Or, Time-Travel: 1988. Can you call it juvenilia, if you wrote it at age 21 or 22? Here's a poem I rediscovered while rummaging through old boxes in storage; I was supposed to be culling the past, and here I am, not or not yet. Listen: I'm not sure what I was trying to get at then, and there are phrases that make me cringe now, but I like how it all sounds, like the rhythms and the singing (yes, singing) still.
Besides having read my Melville, Stevenson, Coleridge, London, and such, I must have been reading John Gardner's
The King's Indian at the time. (Also, "grim" sure shows up a lot; why? Was that my stab at "serious"?)
A slightly different version was published in Byzantium: Vol. III, by the Associated Students of UC Berkeley back in 1988. I'd written it a bit before that. I'm not claiming any merits beyond modeling exuberance by posting "Sea Doggerel" here.
SEA DOGGEREL
The hard deck heaves; the sea flames white.
The troubled crests shudder against the night
As the sky tumbles into the surge.
Melville stalks tavern planks, turning
A page--as the sea-swells do--and stark Ahab
Turns to in his mind. He drinks the mild Mermaid wine
And sets his words in stalwart verse, carefully
Weighed as an Emperor's gaze, falling far
Fathoms deep. (Through crusted hulls, clear songs breach,
The black and white leviathans of the deep.)
The untiring winds hurl us on. The old ropes snap
And flap and straight-a-way crack. The storm is strong.
"Land ho, ahoy!" a salt-washed sailor cries,
The clerk in tar-cloth, narrowing his eyes
At these winded shores of Withaven Cove.
The ship lists, to port, as his mind does rove
Where he hangs aloft ere Nowhere's icy rim,
Dangling fast from the mind's mainmast limb.

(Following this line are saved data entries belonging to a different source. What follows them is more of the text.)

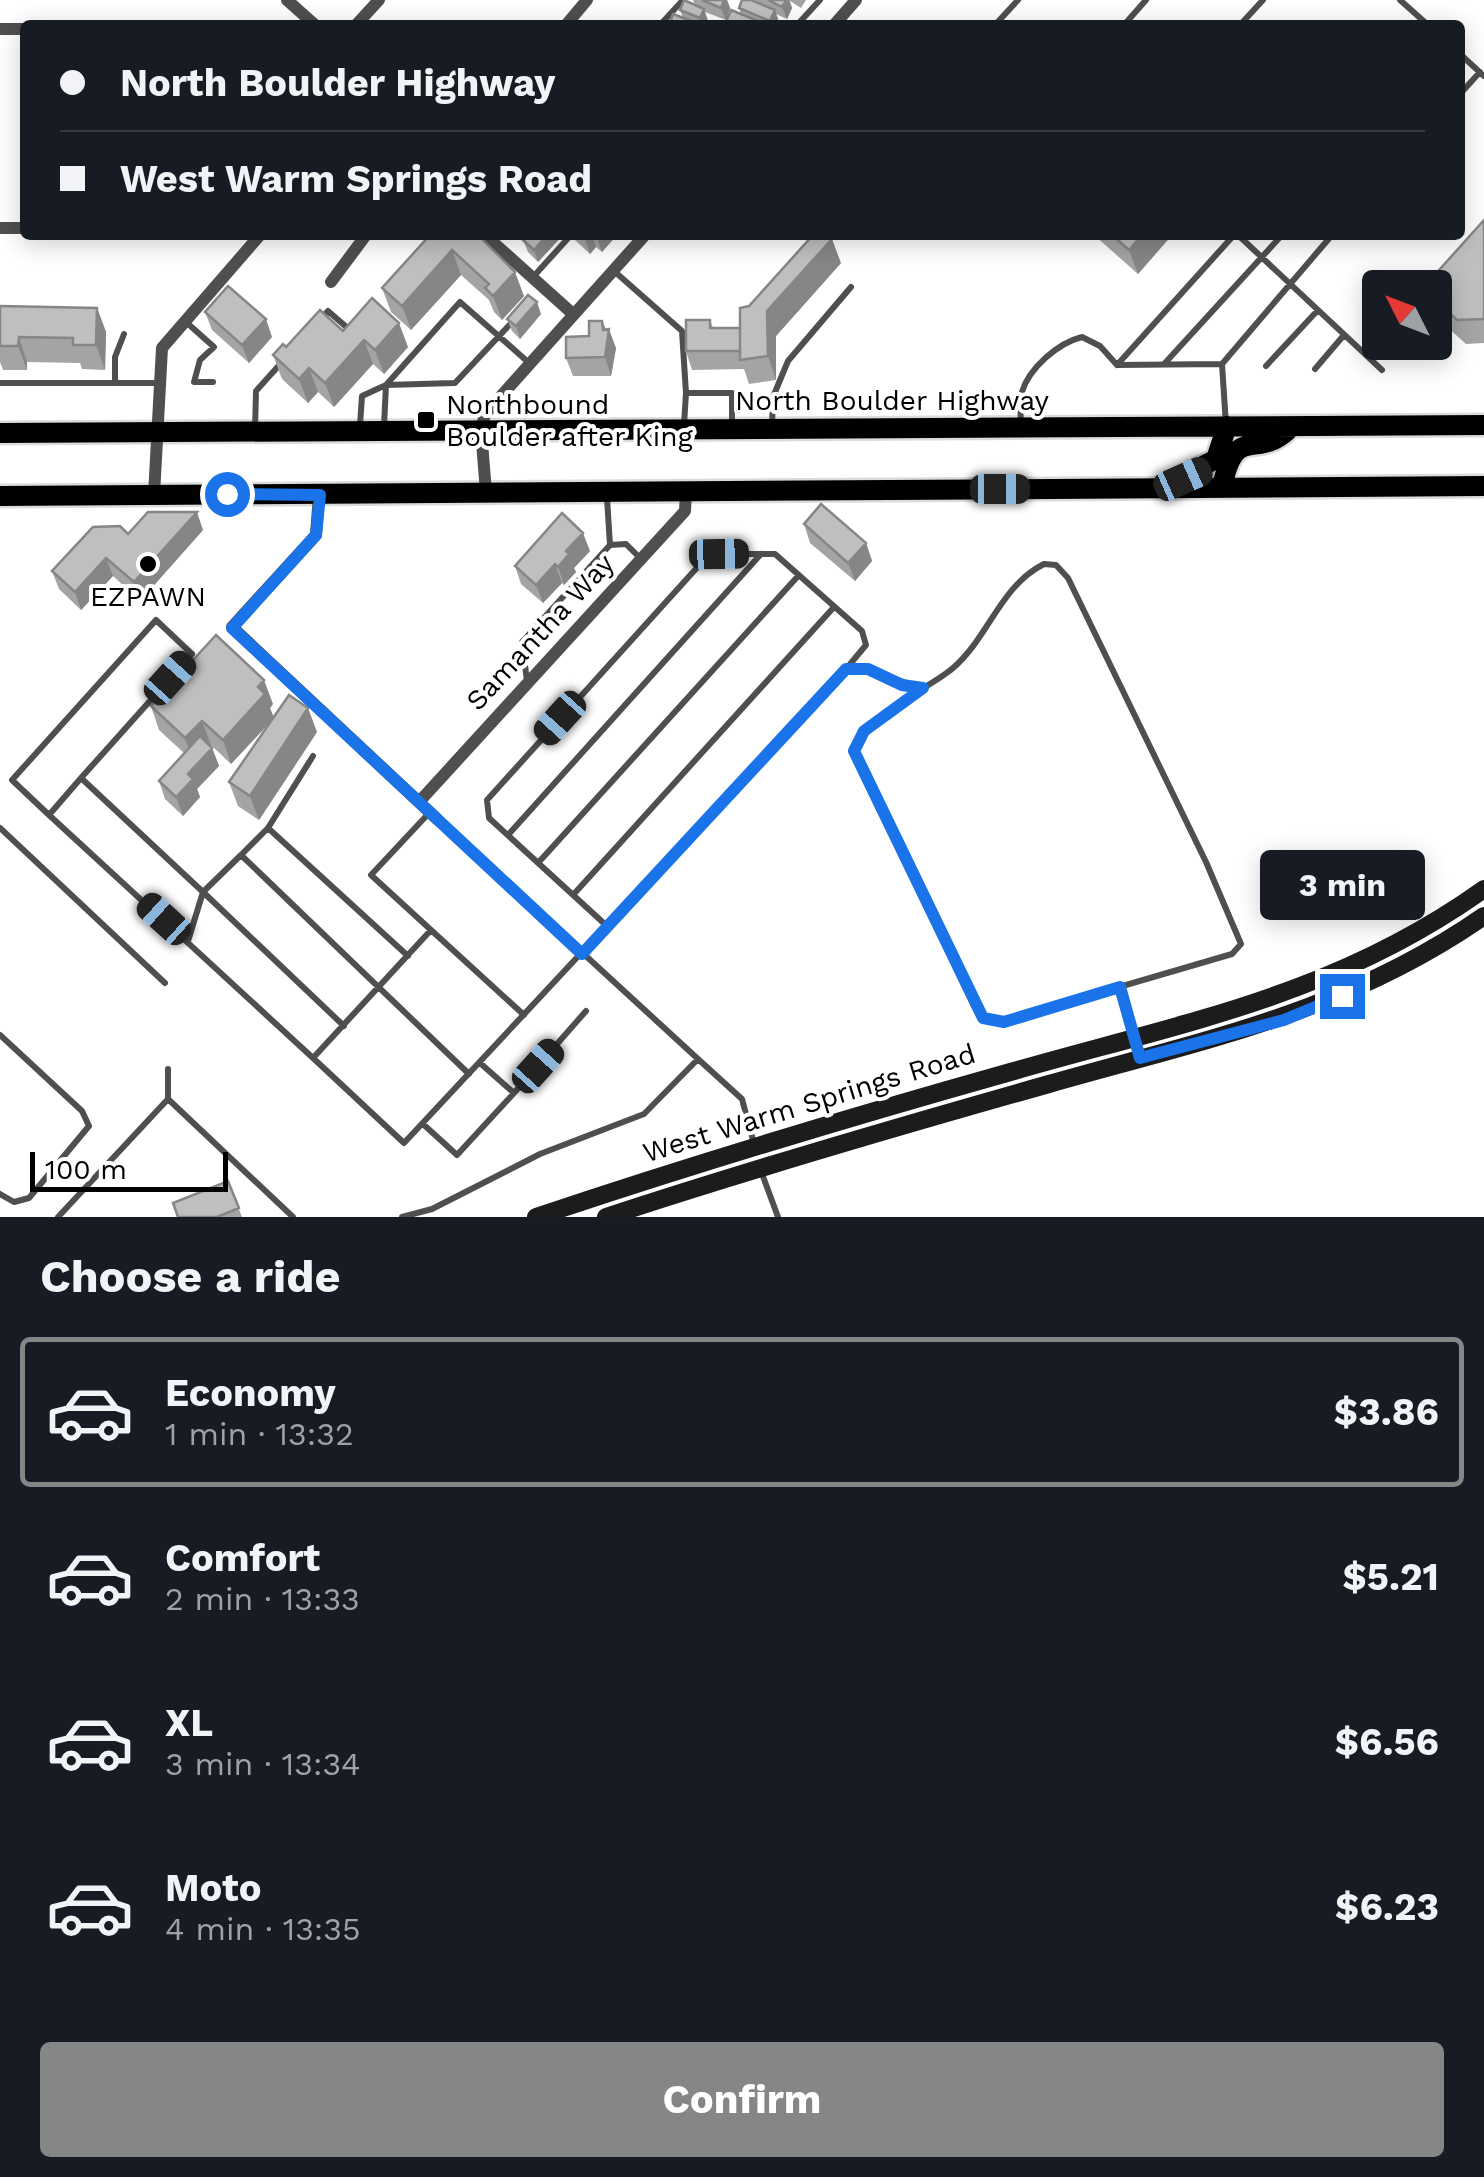 <!DOCTYPE html>
<meta charset="utf-8">
<style>
body{margin:0;font-family:"Work Sans",sans-serif;background:#20242c;color:#f1f3f6;height:100vh;display:flex;flex-direction:column;font-size:38px;white-space:nowrap}
*{box-sizing:border-box;margin:0}
p{font-size:32px;color:#9ea1a6}
.icon{flex:none;width:55px;height:55px;fill:none;stroke:currentColor;stroke-width:2;stroke-linecap:round;stroke-linejoin:round}
.map{position:relative;height:1217px;overflow:hidden}
.sheet{display:flex;flex-direction:column;background:#171b24;flex:1}
.sheet>*{flex:none}
.top-card{position:absolute;left:20px;top:20px;width:1445px;height:220px;border-radius:10px;box-shadow:0 5px 25px #0003;display:grid;align-content:center;height:220px;padding:0 40px;background:#171b24}
.needle{width:65px;rotate:312deg}
.fabs{position:absolute;left:1362px;top:270px;display:grid;gap:20px}
.fabs a{display:grid;place-items:center;width:90px;height:90px;border-radius:10px;background:#171b24;box-shadow:0 5px 25px #0003;font-size:50px}
.scale{position:absolute;left:30px;bottom:25px;width:198px;box-sizing:border-box;padding-left:10px;border:5px solid #000;border-top:0;font-size:28px;line-height:35px;white-space:nowrap;color:#000;-webkit-text-stroke:8px #fff;paint-order:stroke}
.end{position:absolute;width:45px;height:45px;margin:-22px;border:12px solid #1a73e8;background:#fff;box-shadow:0 0 0 5px #fff}
.from{border-radius:50%}
.bubble{position:absolute;height:70px;border-radius:10px;background:#171b24;box-shadow:0 5px 25px #0003;font-size:32px;font-weight:700;line-height:70px;text-align:center}
.car{position:absolute;width:30px;height:60px;margin:-30px -15px;border-radius:12px;box-shadow:0 0 8px 2px #0007;background:linear-gradient(#222 24%,#8ab4d8 0 40%,#222 0 76%,#8ab4d8 0 86%,#222 0)}
.top-card b{display:flex;align-items:center;gap:35px;height:95px;font-size:38px}
.top-card b+b{border-top:2px solid #363941}
.top-card i{width:25px;height:25px;background:#f1f3f6}
ul{padding:0;list-style:none}
li{display:flex;align-items:center;gap:30px;height:150px;margin:0 20px 15px;padding:0 20px;border:5px solid transparent;border-radius:10px}
li div{flex:1}
li b{display:block;font-size:38px}
li em{font-style:normal;font-weight:700}
li.on{border-color:#858687}
li>.icon{width:90px;height:90px;stroke-width:1.5}
h2{padding:0 40px;font-size:45px;line-height:120px}
.cta{display:flex;gap:20px;margin-top:auto;padding:20px 40px}
.cta a{flex:1;height:115px;border-radius:10px;background:#858687;color:#fff;font-size:40px;font-weight:700;line-height:115px;text-align:center}
.map>svg:first-child{display:block}
</style>
<div class="map">
<svg width="1484" height="1217" viewBox="0 0 1484 1217">
<rect width="100%" height="100%" fill="#fff"/>
<g fill="none" stroke-linecap="round" stroke-linejoin="round">
<defs>
<path id="primary" d="M0,433l1484,-8
M1172,482l44,-23 11,-33
M1222,487c14,-65 32,-26 66,-57
M0,496l1484,-10"/>
</defs>
<!-- primary casing -->
<use href="#primary" stroke="#dbdbdb" stroke-width="25"/>
<!-- lane -->
<path stroke="#4f4f4f" stroke-width="6" d="M1400,0l28,25
M660,25l23,-25
M797,25l23,-25
M995,25l23,-25
M1124,25l22,-25
M1240,25l23,-25
M1460,54l24,22
M1460,94l20,-22
M1238,235l144,135
M614,271l68,60 4,62
M533,277l38,-42
M320,319l8,-8 23,20
M186,322l28,25 -14,13 -6,22h19
M1165,363l117,-128
M1222,364l-105,1 117,-130
M1266,366l52,-56
M1315,369l29,-34
M0,383h159
M115,383v-26l9,-23
M773,397l15,-36 63,-74
M750,398l23,-1 -1,30
M360,425l2,-29 24,-11 69,-2 60,-64
M684,425l2,-32h46v34
M1226,425l-4,-61 110,-129
M384,426l2,-41 74,-83 68,60
M1021,426c0,-10 -2,-24 1,-34 7,-24 36,-49 60,-55l18,9 17,19
M255,430l1,-39 26,-29
M610,545l16,-1 15,15
M1044,564l12,1 12,13 138,284 35,82 -9,10 -236,69 -13,-5 -9,-12 -120,-255c5,-34 74,-61 99,-83 36,-31 47,-82 91,-104z
M847,669h21l52,19
M527,681l-5,-39 88,-97 -3,-47
M313,756l-45,72 140,128
M430,812l-59,63 60,55
M49,815l-37,-35 144,-160 36,34 -111,124
M438,820l260,239
M0,828l165,155
M268,828l-27,27 228,219
M508,835l253,-281
M241,855l-38,37 141,134
M538,863l261,-288
M573,895l261,-288
M188,941l15,-49 -122,-114 -32,37 264,243
M1120,987l20,70
M524,1015l-93,-85 -118,128 91,85 442,-474 20,-24 -4,-14 -87,-77h-56l-16,7 -216,239 2,18 119,109
M0,1035l82,76 7,15 -60,72 -15,4 -14,-8
M480,1063l34,30 72,-82
M168,1099v-30
M423,1124l34,31 57,-62
M761,1171l17,46
M58,1217l110,-118 125,118
M402,1217l30,-8 108,-55 104,-40 54,-55 44,40 12,45"/>
<!-- street -->
<path stroke="#4f4f4f" stroke-width="12" d="M287,0l28,25
M356,25l23,-25
M566,25l21,-25
M834,25l22,-25
M0,29h25
M0,228h25
M485,235l88,79
M331,282l35,-47
M486,492l-5,-62 4,-16 160,-179
M154,495l8,-147 98,-113
M319,495l-3,40 -84,92 205,192
M419,802l266,-291 1,-20"/>
<!-- secondary -->
<path stroke="#1c1c1c" stroke-width="18" d="M536,1217c158,-53 318,-101 478,-146 171,-49 322,-76 470,-182
M606,1217c146,-48 294,-91 443,-133 158,-45 297,-72 435,-168"/>
<!-- primary -->
<use href="#primary" stroke="#000" stroke-width="20"/>
</g>
<!-- wall -->
<path fill="#a4a4a4" d="M693,0h34l3,8 -4,12 -21,-8 3,9 -1,4h-38l14,-7 -3,-8 15,-5z
M755,0h51l-5,8 -11,-7 2,7 -5,11 -11,-5 3,8 -1,3h-51l-1,-3 15,-8 -2,-6 17,-6z
M1484,220v123l-18,1 -31,-28v-28z
M430,235l94,61 -22,24 -8,-8 -5,-12 -28,-25 -50,55 -20,-18 -9,-24z
M563,235l-25,27 -10,-10 -5,-12z
M573,235h44l-15,17 -6,-5 -6,7 -15,-14z
M1094,235h78l-34,39z
M841,263l-65,73v44l-27,4 -5,-15 -52,1 -6,-19 24,-31 3,8h27l9,-22z
M0,306l97,2 9,24 -1,38 -23,-1 -2,-6 -53,-1v8h-24l-3,-8z
M205,312l67,25 -23,26 -37,-33z
M541,314l-21,25 -8,-8 -5,-12z
M602,321l14,27 -5,28h-38l-7,-18z
M343,331l65,16 -24,27 -11,-10 -39,43 -16,-15 -10,11 -26,-24 -9,-24 13,-8z
M804,524l62,19 6,18 -17,20 -45,-38z
M203,530l-63,71 -27,-25 -32,34 -22,-21 -7,-18 76,-37z
M590,551l-16,17 2,4 -12,13 -2,-2 -19,20 -22,-19 -6,-18z
M273,704l-3,4 3,9 44,15 -58,88 -21,-14 -9,-24 41,-60 -39,42 -20,-19 8,21 -22,23 3,8 -17,19 -18,-17 -6,-18 25,-28 -25,-23 -8,-24z
M228,1181l14,36h-64z"/>
<!-- shaded-wall -->
<path fill="#868686" d="M724,0h3l3,8 -4,12 -5,-12z
M786,0h3l3,8 -5,11 -5,-12z
M704,9l4,12 -1,4h-5l-2,-7z
M775,10l4,12 -1,3h-6l-2,-4z
M547,235h16l-25,27 -4,-12z
M592,235l4,12 -6,7 -6,-18z
M596,235h21l-15,17z
M1142,235h30l-34,39 -9,-24z
M832,239l9,24 -65,73v44l-8,-24 -1,-45z
M452,250l9,25 -50,55 -9,-24z
M515,272l9,24 -22,24 -9,-24z
M537,302l4,12 -21,25 -4,-13z
M97,308l9,24 -1,38 -9,-25z
M266,319l6,18 -23,26 -7,-18z
M602,321l6,15 1,-7 7,19 -5,28 -6,-19z
M399,323l9,24 -24,27 -9,-24z
M19,337l8,25v8l-9,-24z
M364,340l9,24 -39,43 -9,-24z
M309,368l9,24 -10,11 -9,-24z
M197,512l6,18 -63,71 -6,-19z
M583,533l7,18 -16,17 2,4 -12,13 -6,-18 8,-16z
M866,543l6,18 -17,20 -7,-18z
M106,558l7,18 -32,34 -6,-18z
M555,564l7,19 -19,20 -7,-18z
M264,680l9,24 -3,4 4,10 -43,46 -8,-24z
M308,708l9,24 -58,88 -9,-24z
M202,721l9,24 -17,18 -9,-25z
M212,748l7,18 -22,23 3,8 -17,19 -7,-19 12,-23z"/>
<!-- building -->
<path fill="#bfbfbf" stroke="#868686" stroke-width="2.5" d="M684,0l20,9 -4,9 -20,-8z
M702,0h22l-3,8z
M742,0h9l24,10 -5,11 -31,-13z
M768,0h18l-4,7z
M731,10l32,13 -1,2h-29l-7,-3z
M673,14l29,11h-33z
M1484,220v99l-27,1 -22,-20v-12h-12z
M430,235h48l37,37 -22,24 -8,-8 4,-4 -37,-34 -50,56 -20,-18z
M527,235h20l-13,15 -11,-10z
M813,235h15l4,4 -65,72 1,45 -28,4v-52l9,-2z
M1112,235h30l-13,15z
M228,286l38,33 -24,26 -37,-33z
M528,295l9,7 -21,24 -9,-7z
M372,298l27,25 -24,27 -11,-10 -39,43 -16,-15 -10,11 -26,-24 10,-11 3,3 34,-37 23,21z
M0,306l97,2 -1,37h-23v-7l-54,-1 -1,9h-18z
M686,320h24v8h30v23h-54z
M589,321h13l1,9 6,-1 -4,28 -39,1v-21l23,-1z
M821,504l45,39 -18,20 -44,-39z
M148,512h49l-63,70 -28,-24 -31,34 -23,-21 41,-44 27,-1 8,8z
M562,513l21,20 -17,18 3,3 -11,13 -3,-3 -19,21 -21,-19z
M216,635l48,45 -6,7 7,7 -42,46 -21,-19 -17,17 -34,-32z
M289,695l19,13 -58,88 -21,-14z
M200,736l12,12 -24,26 5,5 -17,18 -17,-16z
M228,1181l11,27 -22,9h-39l-5,-14z"/>
<g fill="none" stroke-linecap="round" stroke-linejoin="round">
<!-- route -->
<path stroke="#1a73e8" stroke-width="12" d="M227,494l93,1 -4,40 -84,93 350,326 264,-285h22l34,16 21,3 -59,43 -10,20 129,267 21,4 116,-35 20,71 144,-38 58,-24"/>
</g>
<!-- markers -->
<g fill="#000" stroke="#fff" stroke-width="4">
<rect x="416" y="410" width="20" height="20" rx="5"/>
<circle cx="148" cy="564" r="10"/>
</g>
<g text-anchor="middle" dominant-baseline="central" stroke-width="8" stroke-linejoin="round" paint-order="stroke">
<!-- street labels -->
<g font-size="28" fill="#000" stroke="#fff">
<text x="892" y="400">North Boulder Highway</text>
<text transform="translate(540 632) rotate(-47)">Samantha Way</text>
<text transform="translate(809 1103) rotate(-17)">West Warm Springs Road</text>
</g>
<!-- poi labels -->
<g font-size="28" fill="#000" stroke="#fff" text-anchor="start">
<text x="446" y="404">Northbound<tspan x="446" dy="32">Boulder after King</tspan></text>
<text x="148" y="596" text-anchor="middle">EZPAWN</text>
</g>
</g>
</svg>
<div class="fabs">
<a><svg class="needle" viewBox="-14 -14 28 28"><path d="M0-13l5 13h-10z" fill="#e53935"/><path d="M0 13l5-13h-10z" fill="#9ea1a6"/></svg></a>
</div>
<div class="scale">100 m</div>
<i class="end from" style="left:227px;top:494px"></i>
<i class="end" style="left:1342px;top:996px"></i>
<div class="bubble" style="left:1260px;top:850px;width:165px">3 min</div>
<i class="car" style="left:1183px;top:479px;rotate:66deg"></i>
<i class="car" style="left:1000px;top:489px;rotate:90deg"></i>
<i class="car" style="left:719px;top:554px;rotate:89deg"></i>
<i class="car" style="left:170px;top:678px;rotate:42deg"></i>
<i class="car" style="left:560px;top:718px;rotate:222deg"></i>
<i class="car" style="left:164px;top:919px;rotate:312deg"></i>
<i class="car" style="left:538px;top:1066px;rotate:42deg"></i>
<div class="top-card">
<b><i class="from"></i>North Boulder Highway</b>
<b><i></i>West Warm Springs Road</b>
</div>
</div>
<section class="sheet">
<h2>Choose a ride</h2>
<ul>
<li class="on"><svg class="icon" aria-label="car" viewBox="0 0 24 24"><path d="M5 17H2v-5l4-1 3-4h7l3 4 3 1v5h-3M9 17h6M6 11h13"/><circle cx="7" cy="17" r="2"/><circle cx="17" cy="17" r="2"/></svg><div><b>Economy</b><p>1 min · 13:32</p></div><em>$3.86</em></li>
<li><svg class="icon" aria-label="car" viewBox="0 0 24 24"><path d="M5 17H2v-5l4-1 3-4h7l3 4 3 1v5h-3M9 17h6M6 11h13"/><circle cx="7" cy="17" r="2"/><circle cx="17" cy="17" r="2"/></svg><div><b>Comfort</b><p>2 min · 13:33</p></div><em>$5.21</em></li>
<li><svg class="icon" aria-label="car" viewBox="0 0 24 24"><path d="M5 17H2v-5l4-1 3-4h7l3 4 3 1v5h-3M9 17h6M6 11h13"/><circle cx="7" cy="17" r="2"/><circle cx="17" cy="17" r="2"/></svg><div><b>XL</b><p>3 min · 13:34</p></div><em>$6.56</em></li>
<li><svg class="icon" aria-label="car" viewBox="0 0 24 24"><path d="M5 17H2v-5l4-1 3-4h7l3 4 3 1v5h-3M9 17h6M6 11h13"/><circle cx="7" cy="17" r="2"/><circle cx="17" cy="17" r="2"/></svg><div><b>Moto</b><p>4 min · 13:35</p></div><em>$6.23</em></li>
</ul>
<div class="cta"><a>Confirm</a></div>
</section>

Aye, this shallow ship is shot, it leaks,
The broad beams split, and bald rats starving
Pace the hold, planking painted
With grim phosphorous--that stinking ship glow.
The salted clerk--no whaler, no mariner he--
Fears the great white birds that fail to flee.
Fall waters gnaw the windy shores. Siren
Songs call and the Christian seaman
Moans and rings the old church bell.
Ding-dong, dong-dirge, the cold
Swell's surge and the drowned man's bones
Shake and swell to fill the tones.
Words, grim words, are a seaman's lot,
The rotten grog that the Devil's wrought.
When the storm's aloft, it's grim advice
That whaler's bones be but hump-backed dice.